Vous l’avez sans doute vu, en tout cas je l’espère pour vous parce que sinon il est trop tard. Le 6 juillet dernier, l’émission «Vraiment» de la RTS a diffusé une enquête accablante sur Denis Vipret, l’illustre magnétiseur-paysan de La Broye, connu comme le loup blanc en Suisse romande, qui aurait selon ses dires soigné Zidane ou Depardieu.
- Un premier sujet présentait les témoignages de cinq femmes ayant eu recours à ses services et l’accusant d’attouchements sexuels lors des séances, parfois doublés d’avances sexuelles explicites, voire d’agression sexuelle.
- «Si je me retiens pas, t’es foutue», aurait-il par exemple susurré à une cliente, après lui avoir fait subir des attouchements sous les vêtements. Les autres témoignages sont de la même eau.
- L’un des cinq témoignages a donné lieu à une condamnation définitive en mai 2024 à Fribourg: 2000 francs d’amende, pour «désagréments causés par la confrontation à un acte d’ordre sexuel».
Toujours d’après la RTS, une nouvelle plainte pénale a été déposée à Fribourg. Précisons que dans l’attente d’éventuelles condamnations, le magnétiseur broyard, qui a refusé de répondre aux journalistes de la chaîne, est présumé innocent. Précisons aussi que d’un point de vue déontologique, les guérisseurs exercent dans une zone grise, contrairement aux soignants professionnels.
D’après un second sujet de la RTS, lui aussi retiré, nombre de déclarations de Denis Vipret, selon lesquelles il aurait pris en charge des sportifs renommés comme le patineur Stéphane Lambiel, et collaborait avec des clubs de foot comme le Real Madrid, sont sujettes à caution – impossibles à confirmer ou même réfutées par les intéressés.
Petit cours d’escamotage
Le guérisseur star, 60 ans, revendique 800 à 1000 patients par mois (avec une séance affichée à 50 francs), reçus dans son immense ferme de Léchelles ou dans des hôtels romands où il organise des tournées à la Mesmer, et sponsorise une marque de produits phytosanitaires qu’on imagine lucrative.
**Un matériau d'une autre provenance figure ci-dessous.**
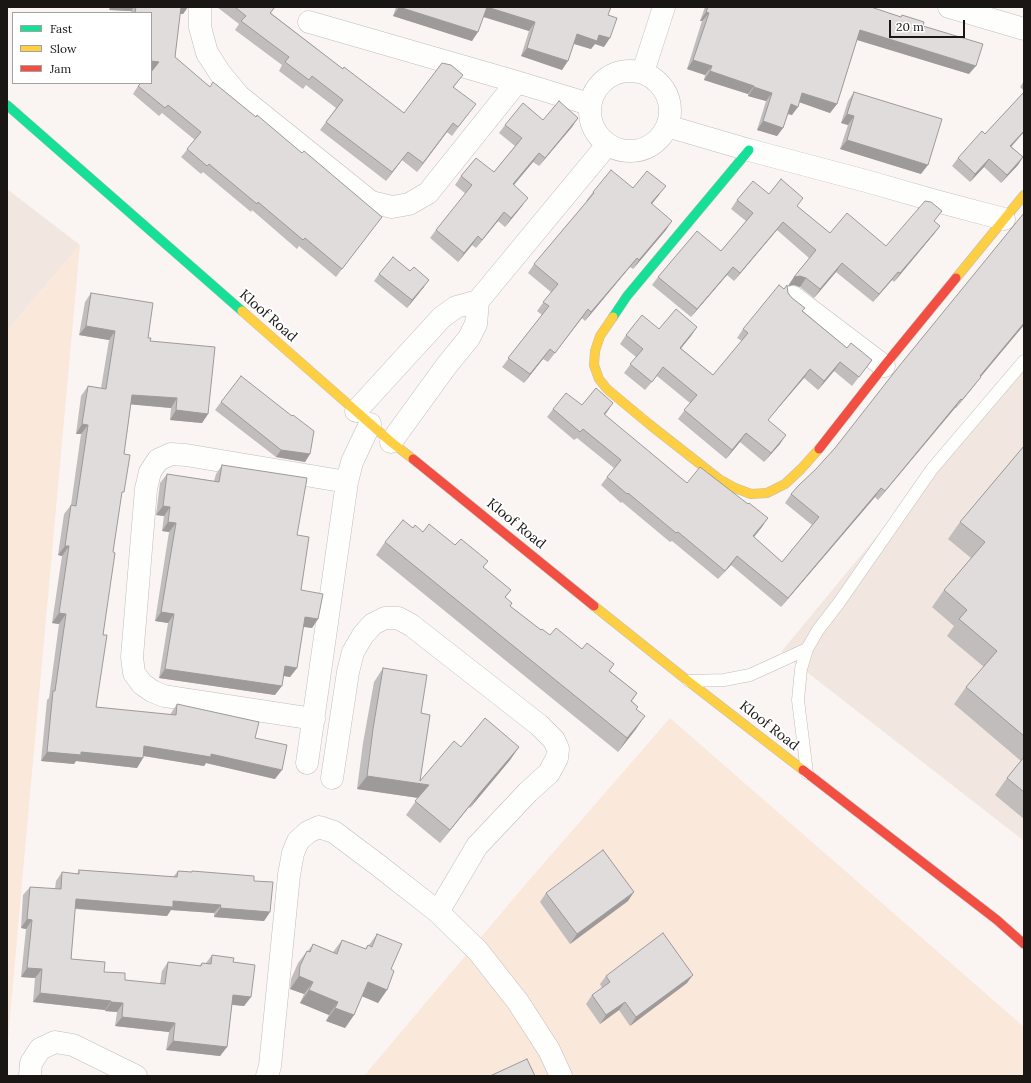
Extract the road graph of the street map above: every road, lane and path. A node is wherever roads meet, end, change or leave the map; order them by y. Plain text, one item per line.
1 (200, 7) edge
2 (664, 7) edge
3 (949, 7) edge
4 (309, 22) dead end
5 (1024, 29) edge
6 (643, 72) junction
7 (517, 82) junction
8 (590, 104) junction
9 (7, 105) edge
10 (667, 126) junction
11 (607, 145) junction
12 (749, 150) junction
13 (1024, 195) edge
14 (1004, 219) junction
15 (793, 297) edge
16 (478, 301) junction
17 (1024, 361) edge
18 (884, 366) junction
19 (363, 418) junction
20 (391, 442) junction
21 (347, 482) junction
22 (807, 649) junction
23 (688, 681) junction
24 (314, 719) junction
25 (308, 763) dead end
26 (807, 773) junction
27 (332, 778) dead end
28 (438, 912) junction
29 (1024, 944) edge
30 (30, 1076) edge
31 (136, 1076) edge
32 (267, 1076) edge
33 (561, 1076) edge

1 - 7 street
2 - 6 street
3 - 5 street
4 - 7 street
6 - 8 street
6 - 10 street
7 - 8 street
8 - 11 street
9 - 19 street, Kloof Road
10 - 11 street
10 - 12 street
11 - 16 street
12 - 14 street
12 - 18 street
13 - 14 street
14 - 18 street
15 - 18 street
16 - 19 street
16 - 20 street
17 - 22 lane
19 - 20 street, Kloof Road
19 - 21 street
20 - 23 street, Kloof Road
21 - 24 street
21 - 24 street
22 - 23 lane
22 - 26 lane
23 - 26 street, Kloof Road
24 - 25 street
26 - 29 street, Kloof Road
27 - 28 street
28 - 32 street
28 - 33 street
30 - 31 street

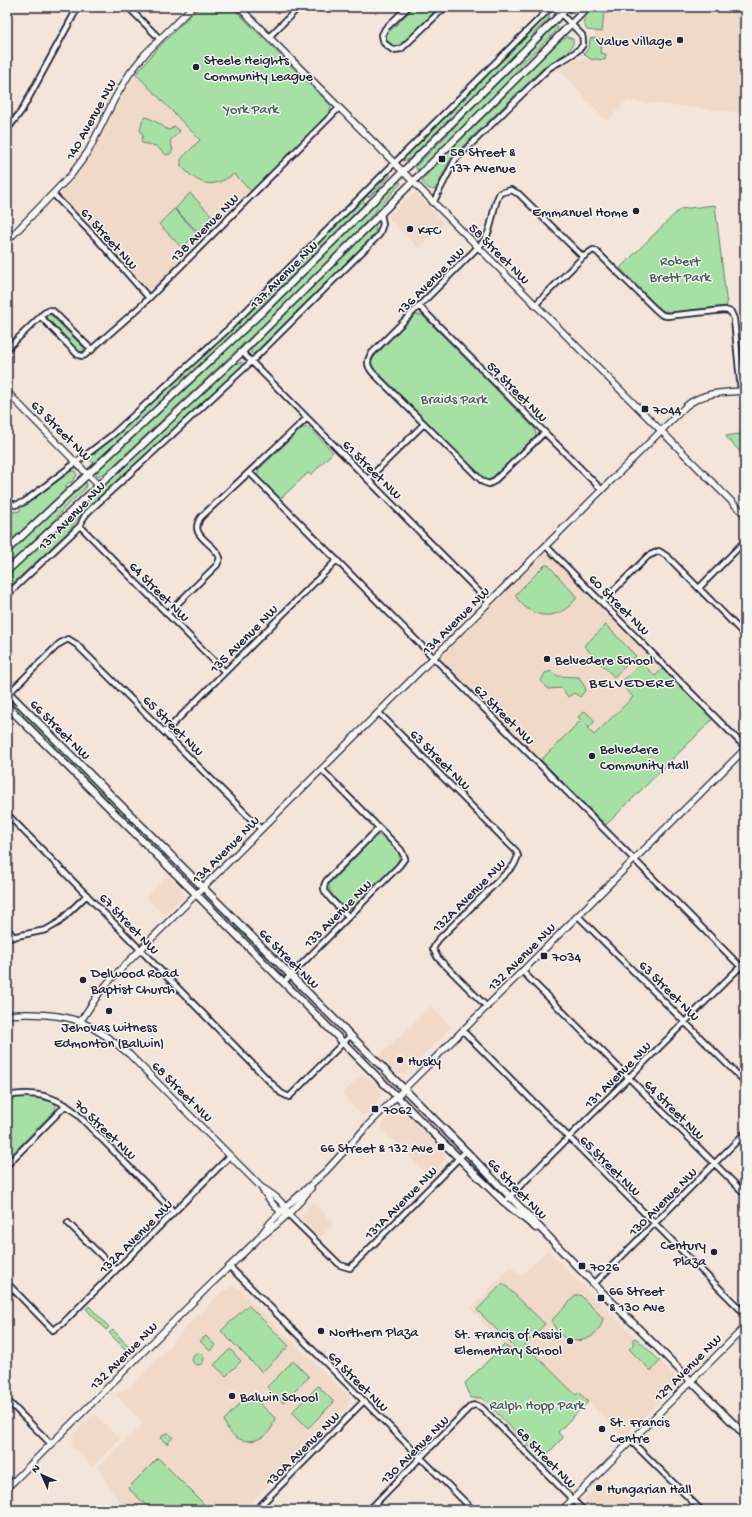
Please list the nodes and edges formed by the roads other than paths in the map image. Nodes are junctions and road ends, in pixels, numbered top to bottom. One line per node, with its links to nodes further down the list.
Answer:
1 (78, 7): 17 (street)
2 (128, 7): 15 (street)
3 (192, 7): 15 (street, 140 Avenue NW)
4 (239, 7): 14 (street, 58 Street NW)
5 (299, 7): 14 (street)
6 (408, 7): 11 (street)
7 (551, 7): 18 (street, 137 Avenue NW)
8 (554, 7): 12 (street)
9 (568, 7): 12 (main road, 137 Avenue NW)
10 (588, 7): 13 (main road, 137 Avenue NW)
11 (442, 8)
12 (561, 14): 13 (street); 19 (main road, 137 Avenue NW)
13 (571, 24): 20 (main road, 137 Avenue NW); 22 (street)
14 (269, 37): 16 (street, 58 Street NW)
15 (160, 39): 21 (street, 140 Avenue NW)
16 (339, 108): 18 (street, 58 Street NW); 27 (street, 138 Avenue NW)
17 (7, 130)
18 (394, 163): 19 (street, 58 Street NW); 41 (street, 137 Avenue NW)
19 (402, 171): 20 (street, 58 Street NW); 43 (main road, 137 Avenue NW)
20 (413, 182): 22 (street, 58 Street NW); 23 (main road, 137 Avenue NW)
21 (54, 194): 24 (street, 140 Avenue NW); 27 (street, 61 Street NW)
22 (433, 203): 25 (street, 58 Street NW)
23 (381, 214): 33 (main road, 137 Avenue NW); 34 (street, 137 Avenue NW)
24 (7, 241)
25 (478, 248): 26 (street, 136 Avenue NW); 28 (street, 58 Street NW); 29 (street, 136 Avenue NW)
26 (583, 257): 28 (street); 35 (street)
27 (149, 298): 32 (street, 138 Avenue NW)
28 (535, 305): 39 (street, 58 Street NW)
29 (419, 306): 38 (street, 136 Avenue NW); 40 (street, 59 Street NW)
30 (40, 316): 31 (street); 32 (street, 138 Avenue NW); 32 (street)
31 (7, 349)
32 (92, 350)
33 (242, 352): 34 (street, 61 Street NW); 45 (main road, 137 Avenue NW)
34 (251, 362): 37 (street, 61 Street NW); 49 (street, 137 Avenue NW)
35 (743, 391): 39 (street, 134 Avenue NW)
36 (7, 392): 41 (street, 63 Street NW)
37 (307, 418): 42 (street); 44 (street, 61 Street NW)
38 (424, 424): 40 (street); 44 (street)
39 (660, 432): 46 (street, 134 Avenue NW); 48 (street, 58 Street NW)
40 (544, 433): 46 (street, 59 Street NW)
41 (77, 462): 43 (street, 63 Street NW); 47 (street, 137 Avenue NW)
42 (250, 473): 53 (street, 62 Street NW); 59 (street)
43 (88, 474): 45 (street, 63 Street NW); 52 (main road, 137 Avenue NW)
44 (368, 479): 57 (street, 61 Street NW)
45 (98, 485): 54 (main road, 137 Avenue NW)
46 (602, 490): 51 (street, 134 Avenue NW)
47 (7, 501)
48 (745, 516)
49 (80, 526): 56 (street, 137 Avenue NW); 59 (street, 64 Street NW)
50 (745, 541): 55 (street)
51 (546, 546): 57 (street, 134 Avenue NW); 58 (street, 60 Street NW)
52 (7, 550)
53 (337, 560): 61 (street, 62 Street NW); 62 (street, 135 Avenue NW)
54 (7, 571)
55 (699, 588): 58 (street); 60 (street)
56 (7, 595)
57 (490, 602): 61 (street, 134 Avenue NW)
58 (602, 602): 67 (street, 60 Street NW)
59 (167, 614): 62 (street, 64 Street NW)
60 (742, 630)
61 (434, 658): 65 (street, 134 Avenue NW); 73 (street, 62 Street NW)
62 (225, 672): 66 (street, 135 Avenue NW)
63 (8, 693): 66 (street, 65 Street NW); 74 (main road, 66 Street NW)
64 (7, 706): 75 (main road, 66 Street NW)
65 (379, 713): 68 (street, 134 Avenue NW); 72 (street, 63 Street NW)
66 (165, 732): 71 (street, 65 Street NW)
67 (745, 748): 73 (street, 132 Avenue NW)
68 (322, 770): 70 (street); 71 (street, 134 Avenue NW)
69 (7, 814): 76 (street, 67 Street NW)
70 (379, 828): 78 (street); 78 (street, 133 Avenue NW)
71 (262, 829): 74 (street, 134 Avenue NW)
72 (518, 856): 89 (street, 132A Avenue NW)
73 (634, 860): 77 (street, 132 Avenue NW); 84 (street, 62 Street NW)
74 (203, 888): 75 (street, 134 Avenue NW); 87 (main road, 66 Street NW)
75 (197, 894): 82 (street, 134 Avenue NW); 88 (main road, 66 Street NW)
76 (87, 895): 80 (street); 82 (street, 67 Street NW)
77 (578, 916): 85 (street, 132 Avenue NW); 92 (street, 63 Street NW)
78 (349, 917): 87 (street, 133 Avenue NW)
79 (7, 929): 80 (street)
80 (14, 937): 81 (street)
81 (7, 938)
82 (140, 950): 91 (street, 134 Avenue NW); 95 (street, 67 Street NW)
83 (745, 962): 84 (street, 131 Avenue NW)
84 (740, 966): 86 (street, 62 Street NW); 92 (street, 131 Avenue NW)
85 (522, 971): 89 (street, 132 Avenue NW); 96 (street, 64 Street NW)
86 (745, 971)
87 (290, 976): 88 (street, 133 Avenue NW); 94 (main road, 66 Street NW)
88 (284, 982): 95 (main road, 66 Street NW)
89 (487, 1007): 93 (street, 132 Avenue NW)
90 (7, 1015): 91 (street, 68 Street NW)
91 (80, 1022): 105 (street, 68 Street NW)
92 (685, 1022): 96 (street, 131 Avenue NW); 97 (street, 63 Street NW)
93 (462, 1031): 98 (street, 132 Avenue NW); 103 (street, 65 Street NW)
94 (350, 1036): 95 (street); 98 (main road, 66 Street NW)
95 (343, 1043): 100 (main road, 66 Street NW)
96 (628, 1078): 103 (street, 131 Avenue NW); 107 (street, 64 Street NW)
97 (745, 1082)
98 (404, 1089): 100 (street, 132 Avenue NW); 104 (main road, 66 Street NW)
99 (7, 1096): 101 (street, 70 Street NW)
100 (397, 1097): 106 (main road, 66 Street NW); 109 (street, 132 Avenue NW)
101 (66, 1105): 108 (street); 115 (street, 70 Street NW)
102 (745, 1133): 107 (street, 130 Avenue NW)
103 (569, 1138): 112 (street, 131 Avenue NW); 119 (street, 65 Street NW)
104 (466, 1151): 106 (street, 131A Avenue NW); 112 (main road, 66 Street NW)
105 (230, 1156): 110 (street, 68 Street NW); 115 (street, 132A Avenue NW)
106 (458, 1158): 113 (main road, 66 Street NW); 117 (street, 131A Avenue NW)
107 (715, 1164): 111 (street, 64 Street NW); 119 (street, 130 Avenue NW)
108 (7, 1165)
109 (315, 1182): 114 (street, 132 Avenue NW); 117 (street, 132 Avenue NW)
110 (261, 1187): 114 (street, 68 Street NW); 116 (street, 68 Street NW)
111 (745, 1194)
112 (510, 1196): 113 (street, 131 Avenue NW); 121 (main road, 66 Street NW)
113 (504, 1202): 121 (main road, 66 Street NW)
114 (286, 1207): 116 (street, 132 Avenue NW); 117 (street)
115 (174, 1212): 123 (street, 132A Avenue NW)
116 (281, 1212): 117 (street); 120 (street, 132 Avenue NW)
117 (288, 1214): 120 (street, 132 Avenue NW)
118 (68, 1223): 123 (street)
119 (654, 1224): 125 (street, 130 Avenue NW); 126 (street, 65 Street NW)
120 (257, 1240): 122 (street, 132 Avenue NW)
121 (554, 1243): 125 (main road, 66 Street NW)
122 (230, 1267): 130 (street, 69 Street NW); 134 (street, 132 Avenue NW)
123 (116, 1270): 124 (street, 132A Avenue NW)
124 (7, 1283)
125 (594, 1284): 128 (main road, 66 Street NW)
126 (745, 1314)
127 (745, 1327): 128 (street, 129 Avenue NW)
128 (690, 1382): 132 (main road, 66 Street NW); 133 (street, 129 Avenue NW)
129 (7, 1400): 134 (street)
130 (364, 1401): 135 (street, 69 Street NW); 138 (street, 130A Avenue NW)
131 (476, 1405): 135 (street, 130 Avenue NW); 137 (street, 68 Street NW)
132 (745, 1435)
133 (631, 1441): 137 (street, 129 Avenue NW); 143 (street)
134 (51, 1444): 136 (street, 132 Avenue NW)
135 (421, 1457): 139 (street, 130 Avenue NW); 140 (street, 69 Street NW)
136 (7, 1488)
137 (572, 1500): 141 (street, 129 Avenue NW); 142 (street, 68 Street NW)
138 (256, 1510)
139 (369, 1510)
140 (473, 1510)
141 (562, 1510)
142 (583, 1510)
143 (701, 1510)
Il vient d’initier une riposte judiciaire, elle aussi salée.
C’est ainsi qu’une juge du tribunal d’arrondissement de Lausanne a contraint mardi la RTS à retirer ses publications récentes mettant en cause Denis Vipret. Une semaine après sa diffusion, l’enquête de «Vraiment» est désormais inaccessible. Ne restent, ça et là, que des articles de reprise assez succincts, dont certains ont aussi été retirés. Denis Vipret, qui se dit victime de «menaces de mort», a également porté plainte contre X après avoir retrouvé son portail ouvert.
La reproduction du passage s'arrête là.